En outre, les communes, justement parce qu’elles font partie de notre histoire, assurent la vie associative. Cela n’a rien de risible : les associations, c’est la vie quotidienne de nombre de nos concitoyens ! Aujourd'hui, les gens sont claquemurés chez eux, à regarder la télévision, et deviennent, il est vrai, de plus en plus individualistes. En l’absence de vie associative, de repas des anciens ou de fêtes organisées par des clubs sportifs, il n’y aura plus ni communication ni solidarité. C’est, me semble-t-il, extrêmement dommageable pour les communes, pour le monde rural et pour la France !

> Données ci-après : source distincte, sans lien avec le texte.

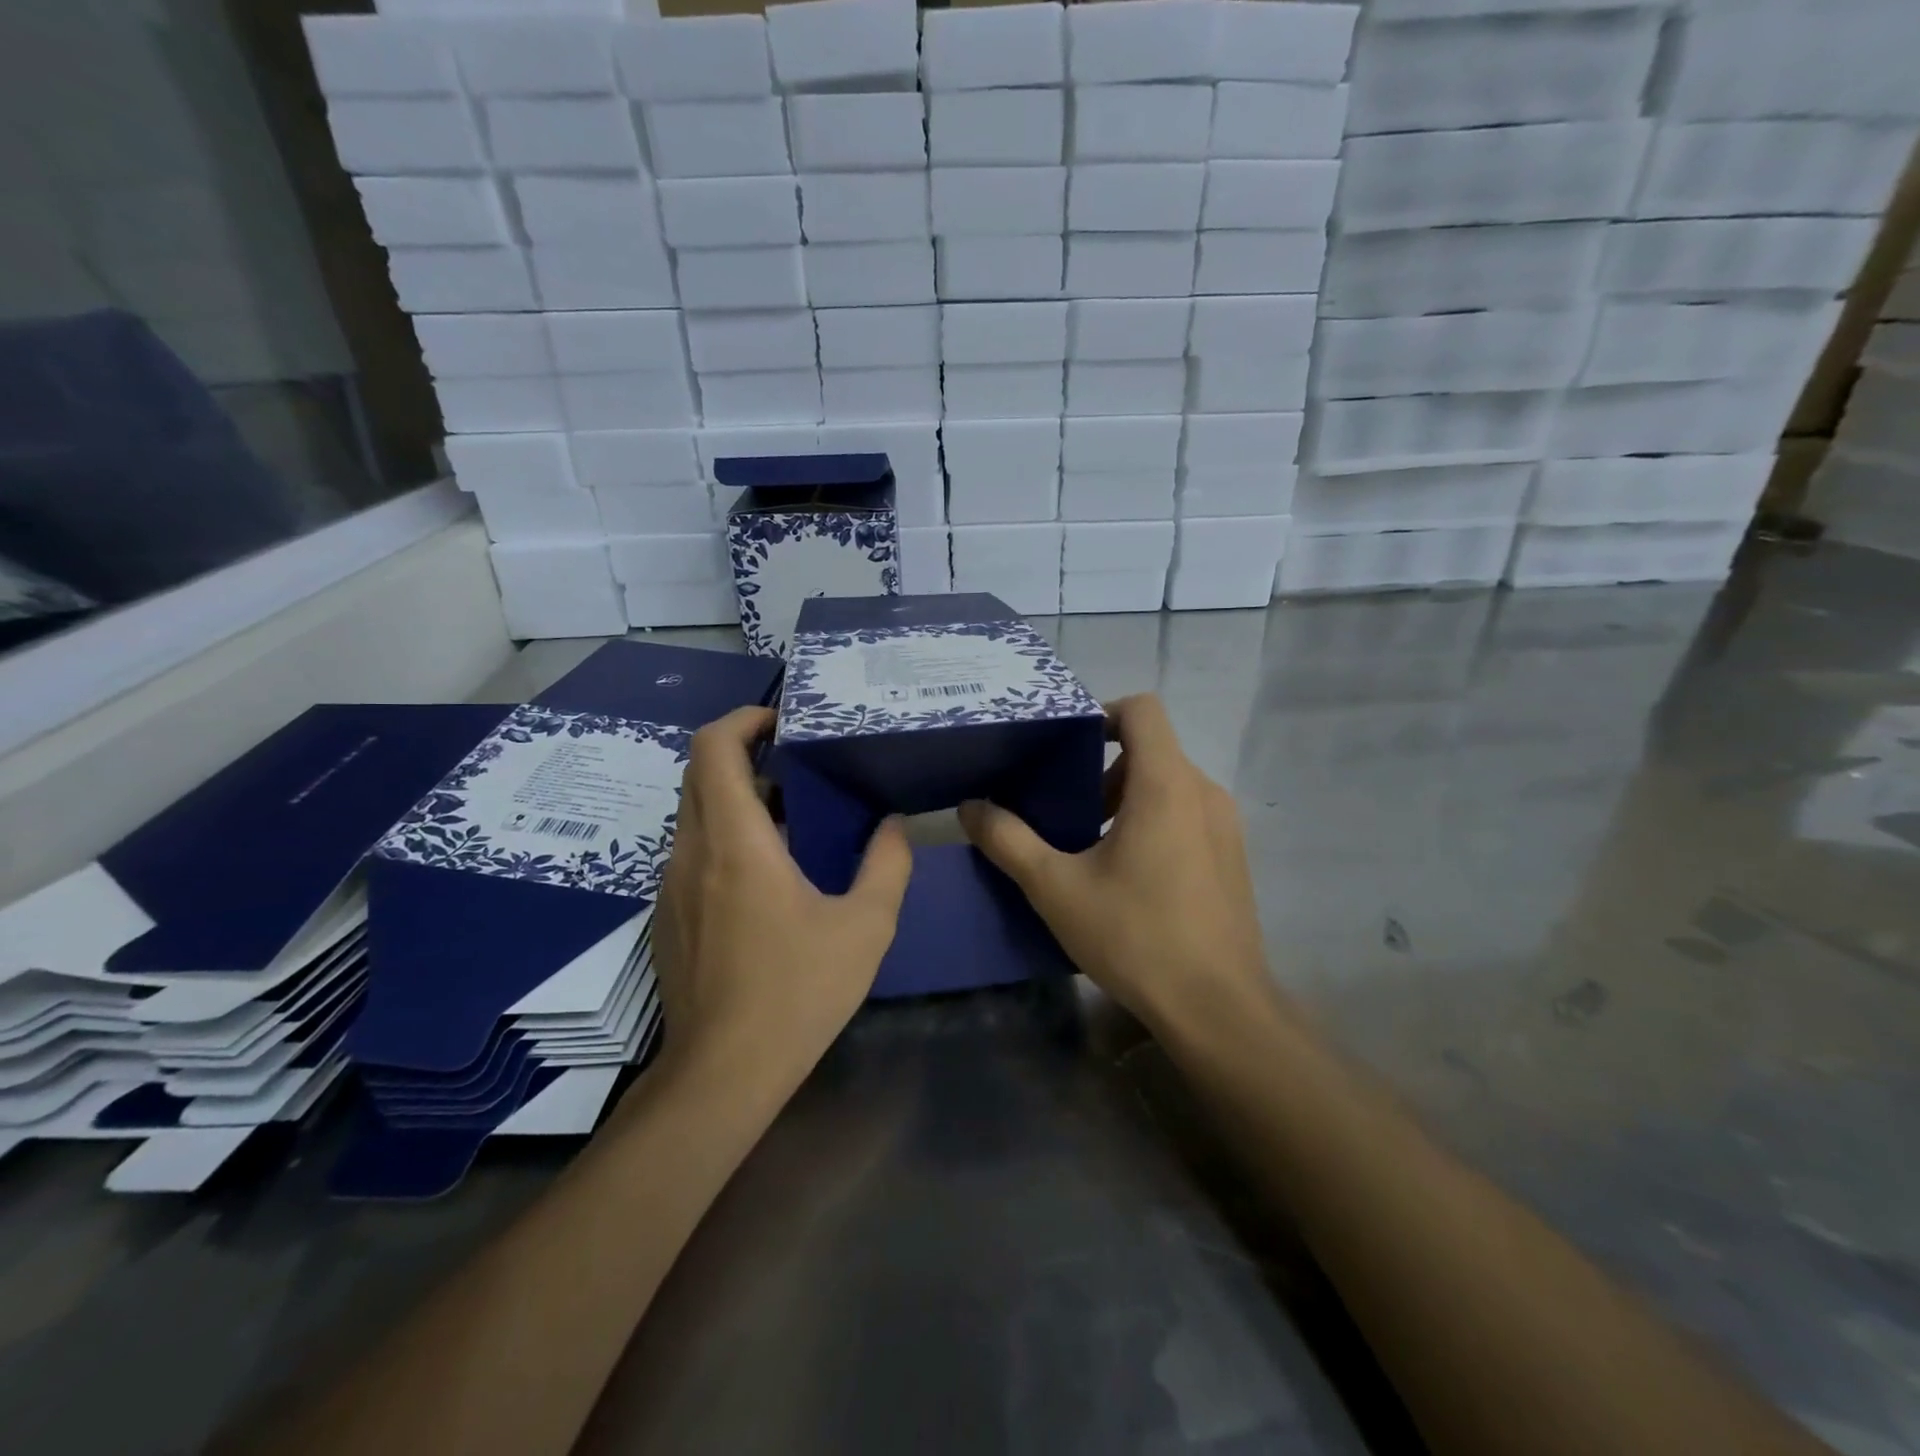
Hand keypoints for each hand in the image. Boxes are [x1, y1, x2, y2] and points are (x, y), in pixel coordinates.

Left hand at [653, 706, 911, 1086]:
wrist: (723, 1073)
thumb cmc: (797, 992)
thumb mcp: (866, 927)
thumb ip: (887, 865)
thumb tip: (890, 825)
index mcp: (736, 843)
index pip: (714, 749)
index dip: (743, 719)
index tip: (783, 721)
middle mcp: (691, 852)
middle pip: (700, 773)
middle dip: (745, 753)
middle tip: (799, 762)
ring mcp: (671, 885)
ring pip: (695, 813)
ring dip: (738, 796)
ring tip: (795, 814)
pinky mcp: (668, 915)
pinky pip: (693, 850)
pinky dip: (727, 834)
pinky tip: (770, 872)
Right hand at [958, 694, 1277, 1039]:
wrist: (1217, 1008)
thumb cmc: (1135, 936)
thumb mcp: (1056, 888)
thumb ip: (1008, 840)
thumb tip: (970, 808)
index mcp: (1166, 784)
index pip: (1142, 710)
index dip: (1101, 714)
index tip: (1065, 748)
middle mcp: (1204, 792)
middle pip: (1152, 749)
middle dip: (1104, 769)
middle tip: (1066, 810)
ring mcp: (1225, 826)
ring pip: (1170, 785)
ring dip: (1127, 799)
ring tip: (1091, 846)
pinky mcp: (1233, 857)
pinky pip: (1188, 815)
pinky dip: (1154, 822)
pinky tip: (1129, 876)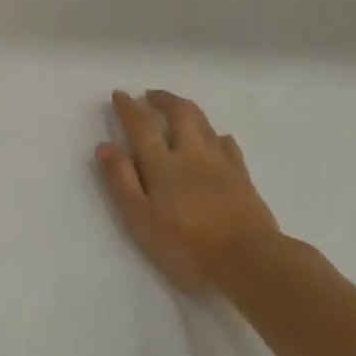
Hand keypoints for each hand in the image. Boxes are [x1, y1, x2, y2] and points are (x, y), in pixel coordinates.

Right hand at [95, 90, 289, 298]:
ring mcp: (221, 163)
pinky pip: (228, 145)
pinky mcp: (242, 177)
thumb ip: (121, 181)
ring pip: (205, 124)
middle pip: (180, 114)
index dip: (129, 108)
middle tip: (151, 95)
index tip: (119, 95)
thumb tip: (105, 146)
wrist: (249, 260)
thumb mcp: (141, 219)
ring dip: (188, 110)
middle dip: (163, 100)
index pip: (142, 126)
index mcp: (163, 164)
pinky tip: (216, 139)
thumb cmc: (187, 245)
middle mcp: (192, 154)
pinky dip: (217, 135)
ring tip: (178, 108)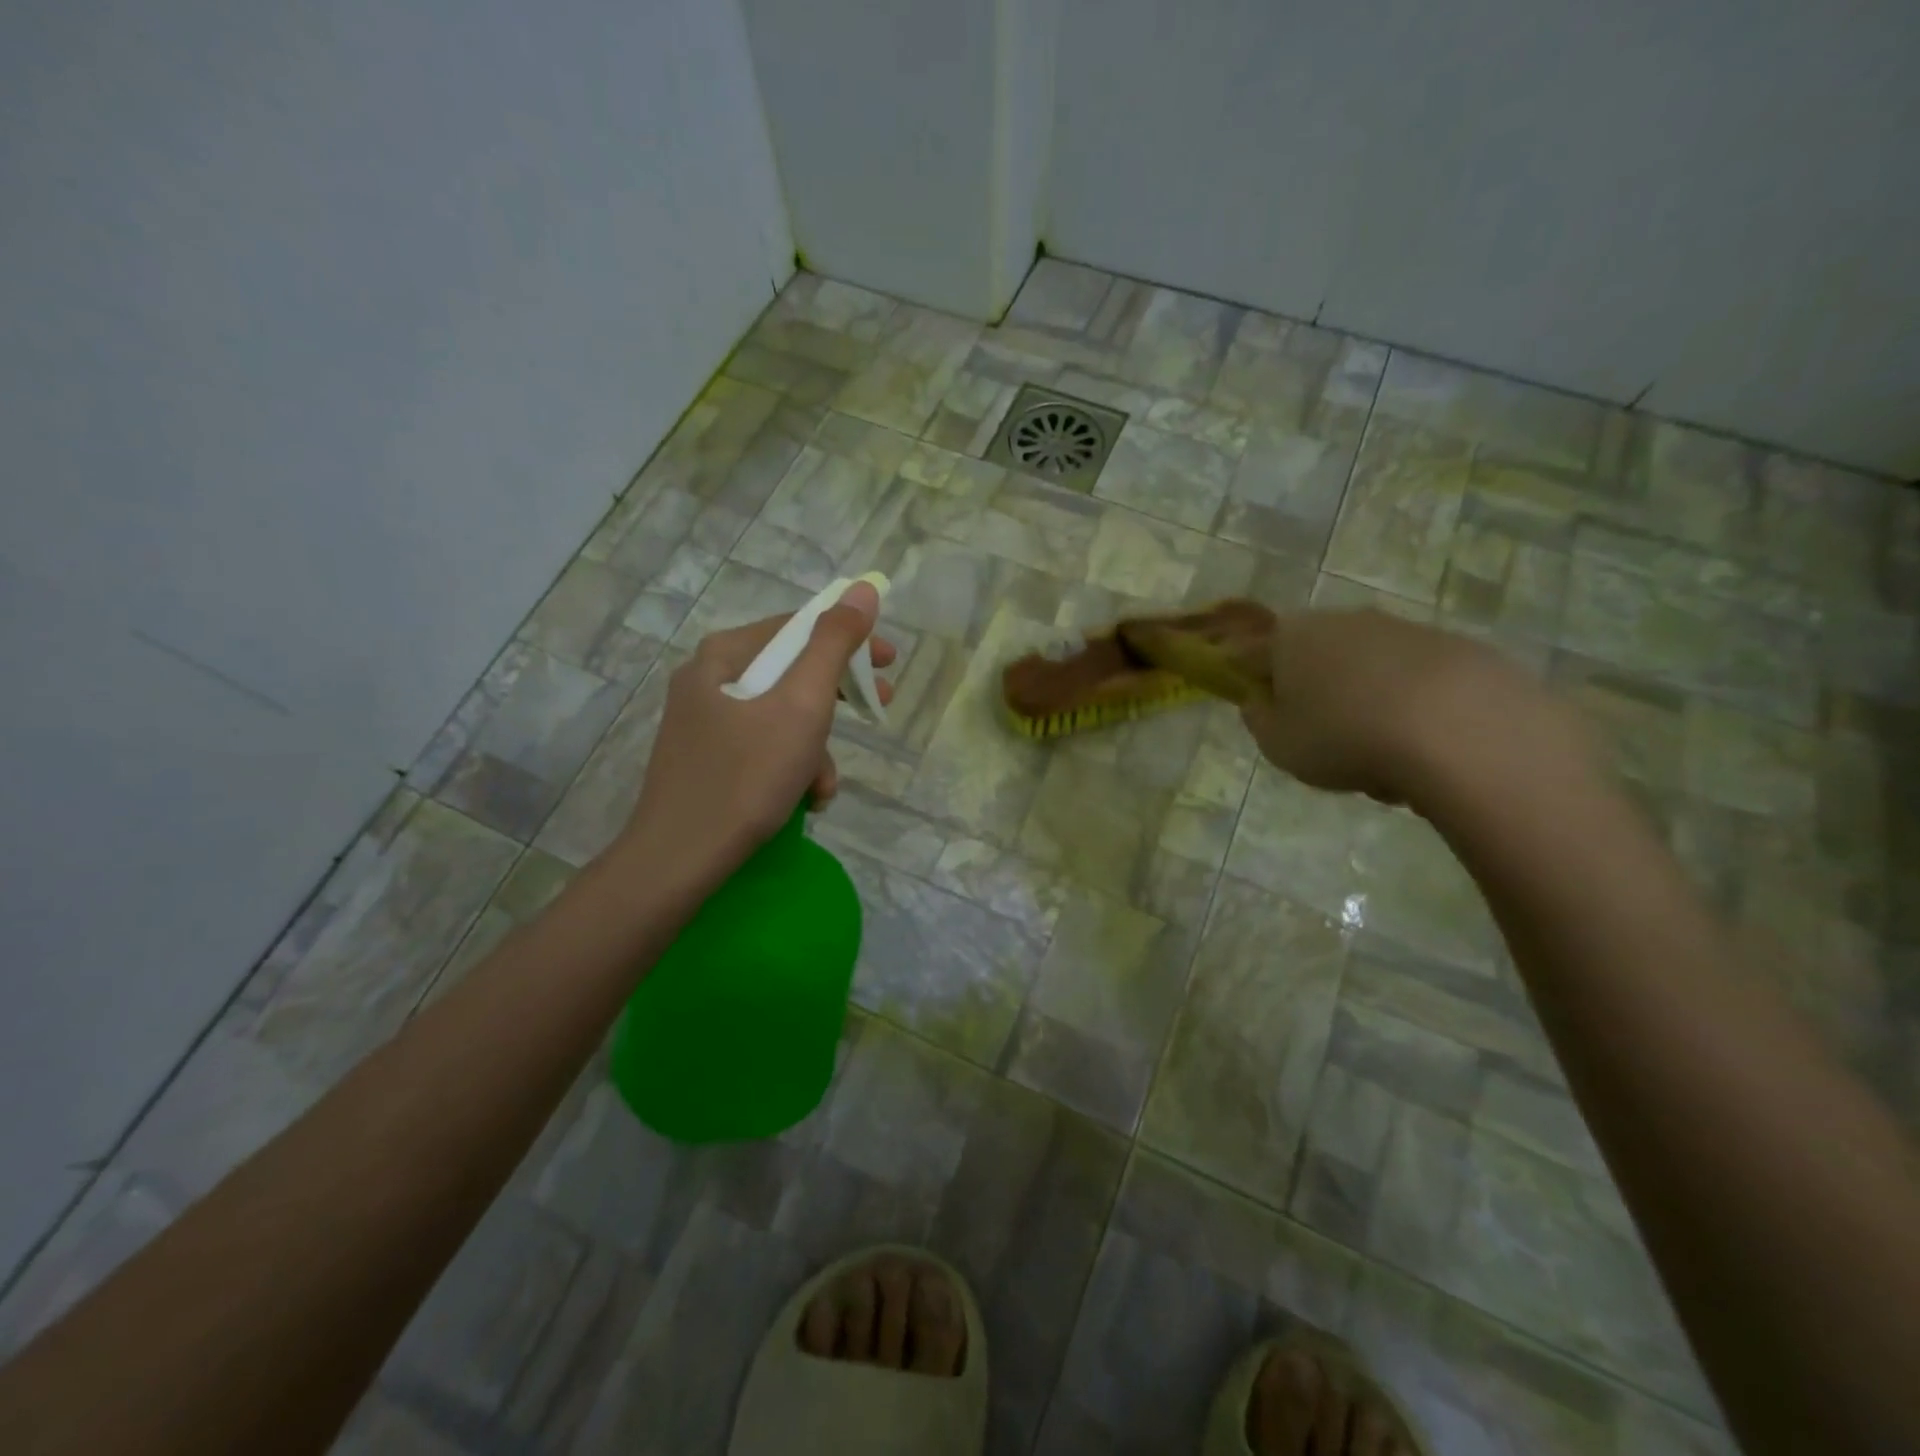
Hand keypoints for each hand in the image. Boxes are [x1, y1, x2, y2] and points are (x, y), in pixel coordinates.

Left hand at [618, 581, 895, 881]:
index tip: (889, 663)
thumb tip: (863, 589)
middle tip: (879, 710)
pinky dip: (790, 767)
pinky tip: (802, 800)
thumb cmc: (747, 776)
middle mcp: (709, 679)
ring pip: (780, 716)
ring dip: (815, 748)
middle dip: (838, 699)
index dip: (850, 639)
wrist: (679, 860)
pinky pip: (762, 746)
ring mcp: (704, 721)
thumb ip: (835, 645)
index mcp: (725, 655)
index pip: (799, 627)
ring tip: (824, 788)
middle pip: (791, 672)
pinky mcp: (706, 759)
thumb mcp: (802, 706)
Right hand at [1239, 609, 1584, 803]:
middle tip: (1322, 737)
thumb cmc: (1343, 737)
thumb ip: (1259, 721)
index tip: (1261, 711)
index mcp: (1290, 637)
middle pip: (1314, 656)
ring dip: (1363, 701)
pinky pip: (1413, 680)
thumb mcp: (1278, 745)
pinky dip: (1409, 706)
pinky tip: (1421, 745)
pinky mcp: (1453, 646)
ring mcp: (1401, 629)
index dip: (1248, 681)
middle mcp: (1342, 621)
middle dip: (1314, 690)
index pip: (1251, 652)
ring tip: (1378, 753)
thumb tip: (1259, 701)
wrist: (1459, 728)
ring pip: (1365, 668)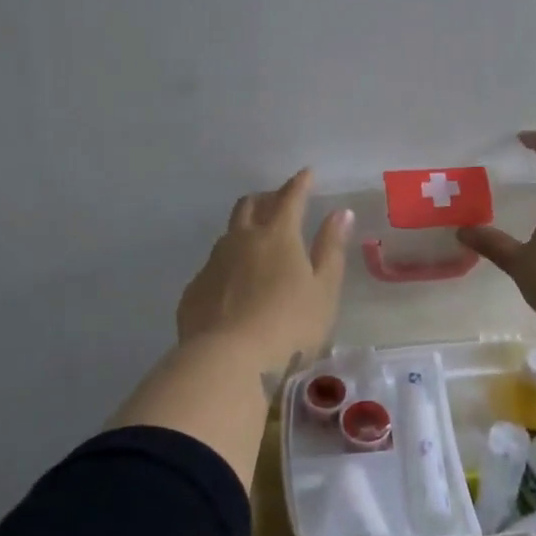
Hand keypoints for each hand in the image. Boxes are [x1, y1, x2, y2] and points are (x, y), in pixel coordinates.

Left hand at [177, 168, 353, 371]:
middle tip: (278, 202)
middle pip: (250, 205)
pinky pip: (213, 267)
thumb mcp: (323, 290)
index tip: (307, 173)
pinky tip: (234, 287)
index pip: (290, 198)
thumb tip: (340, 212)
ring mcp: (213, 264)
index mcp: (278, 236)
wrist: (226, 361)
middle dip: (265, 198)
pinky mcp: (195, 290)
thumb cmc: (289, 326)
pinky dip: (228, 266)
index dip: (300, 184)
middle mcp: (241, 240)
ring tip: (256, 244)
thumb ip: (331, 249)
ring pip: (228, 234)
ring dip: (244, 230)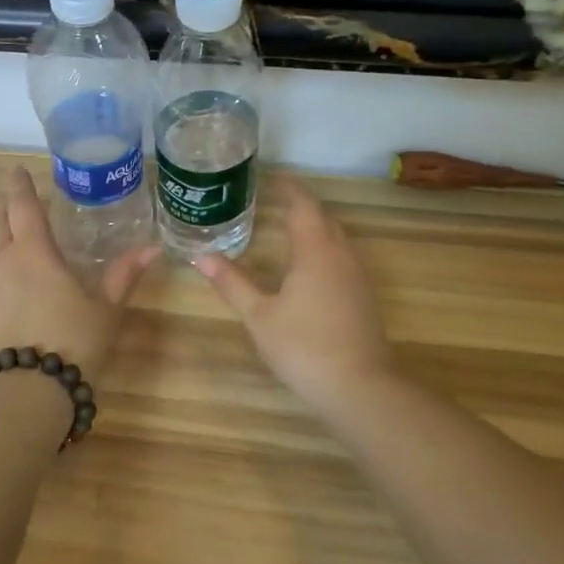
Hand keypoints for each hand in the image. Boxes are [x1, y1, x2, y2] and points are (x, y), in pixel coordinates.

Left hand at [0, 168, 157, 378]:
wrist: (23, 393)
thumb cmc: (71, 344)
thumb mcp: (104, 310)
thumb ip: (123, 276)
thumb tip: (153, 249)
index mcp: (32, 252)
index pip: (22, 205)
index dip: (20, 185)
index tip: (18, 170)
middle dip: (2, 204)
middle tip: (11, 195)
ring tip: (1, 229)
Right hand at [195, 175, 394, 410]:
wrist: (359, 388)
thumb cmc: (303, 346)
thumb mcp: (259, 315)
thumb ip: (232, 282)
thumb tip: (200, 255)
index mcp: (315, 251)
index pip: (303, 206)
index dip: (289, 188)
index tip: (272, 175)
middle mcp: (341, 255)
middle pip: (323, 218)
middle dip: (302, 205)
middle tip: (274, 198)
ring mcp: (357, 276)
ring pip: (336, 238)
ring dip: (315, 226)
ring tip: (288, 225)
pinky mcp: (363, 296)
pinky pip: (343, 256)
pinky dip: (324, 247)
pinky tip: (309, 265)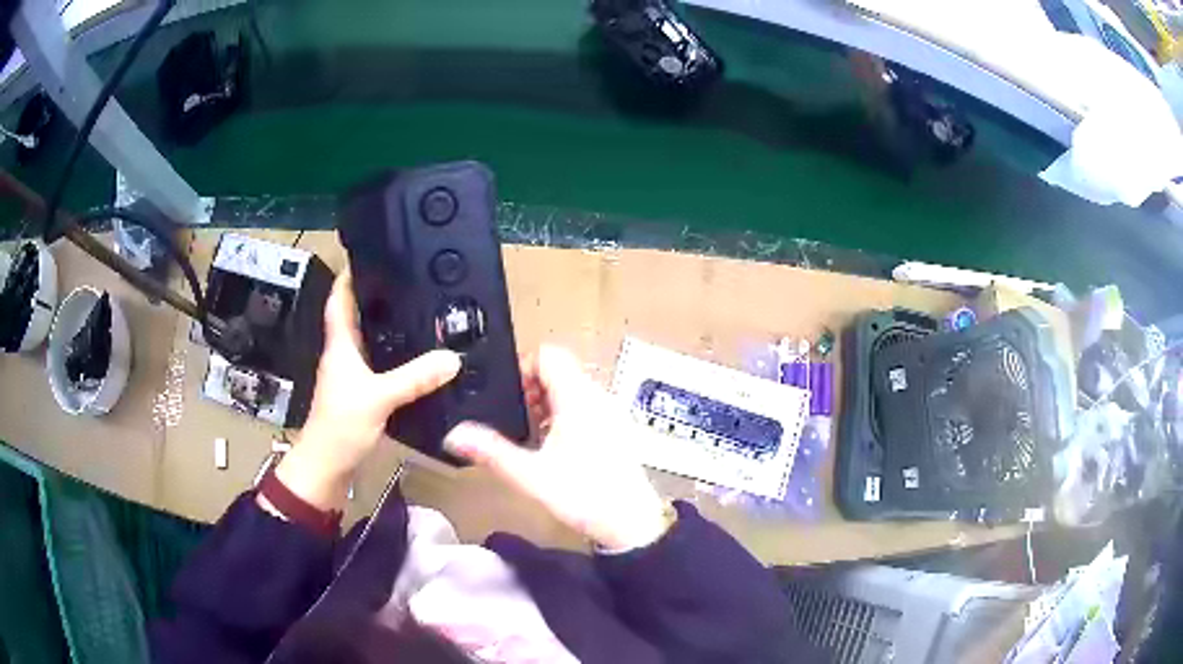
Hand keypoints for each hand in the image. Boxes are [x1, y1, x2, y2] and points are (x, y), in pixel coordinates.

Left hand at [272, 269, 460, 511]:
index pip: (339, 300)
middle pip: (356, 317)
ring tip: (415, 312)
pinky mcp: (359, 395)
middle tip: (406, 282)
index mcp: (340, 346)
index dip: (350, 276)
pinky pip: (377, 365)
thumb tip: (452, 358)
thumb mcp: (379, 397)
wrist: (327, 465)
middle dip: (376, 297)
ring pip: (368, 341)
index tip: (369, 255)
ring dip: (385, 327)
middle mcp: (342, 355)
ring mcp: (349, 376)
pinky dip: (393, 356)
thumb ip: (415, 378)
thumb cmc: (341, 425)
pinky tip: (413, 359)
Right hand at [444, 345, 669, 550]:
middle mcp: (598, 397)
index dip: (523, 366)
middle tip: (513, 418)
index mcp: (578, 398)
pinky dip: (565, 415)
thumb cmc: (584, 495)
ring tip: (530, 435)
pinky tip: (553, 448)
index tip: (506, 394)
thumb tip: (454, 436)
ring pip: (573, 389)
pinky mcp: (617, 429)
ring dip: (547, 403)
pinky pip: (586, 406)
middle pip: (560, 371)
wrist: (633, 523)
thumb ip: (491, 452)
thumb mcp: (531, 475)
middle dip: (531, 389)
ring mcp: (611, 412)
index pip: (549, 355)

La vie associative est portée par la commune. Et une commune n’a pas envie de fusionner avec sa voisine. Au contraire ! Il suffit d’observer à quel point les rencontres sportives que sont les derbies sont animées et vivantes ! C’est cela, la vie de nos campagnes ! Il ne faut surtout pas y toucher. Les métropoles ne doivent pas avoir la mainmise sur un système que tant d’années de dévouement ont édifié !

M. Gérard Longuet. Personne ne vous oblige à faire partie d’une métropole !

Mme la présidente. La parole est à M. le président de la commission des finances.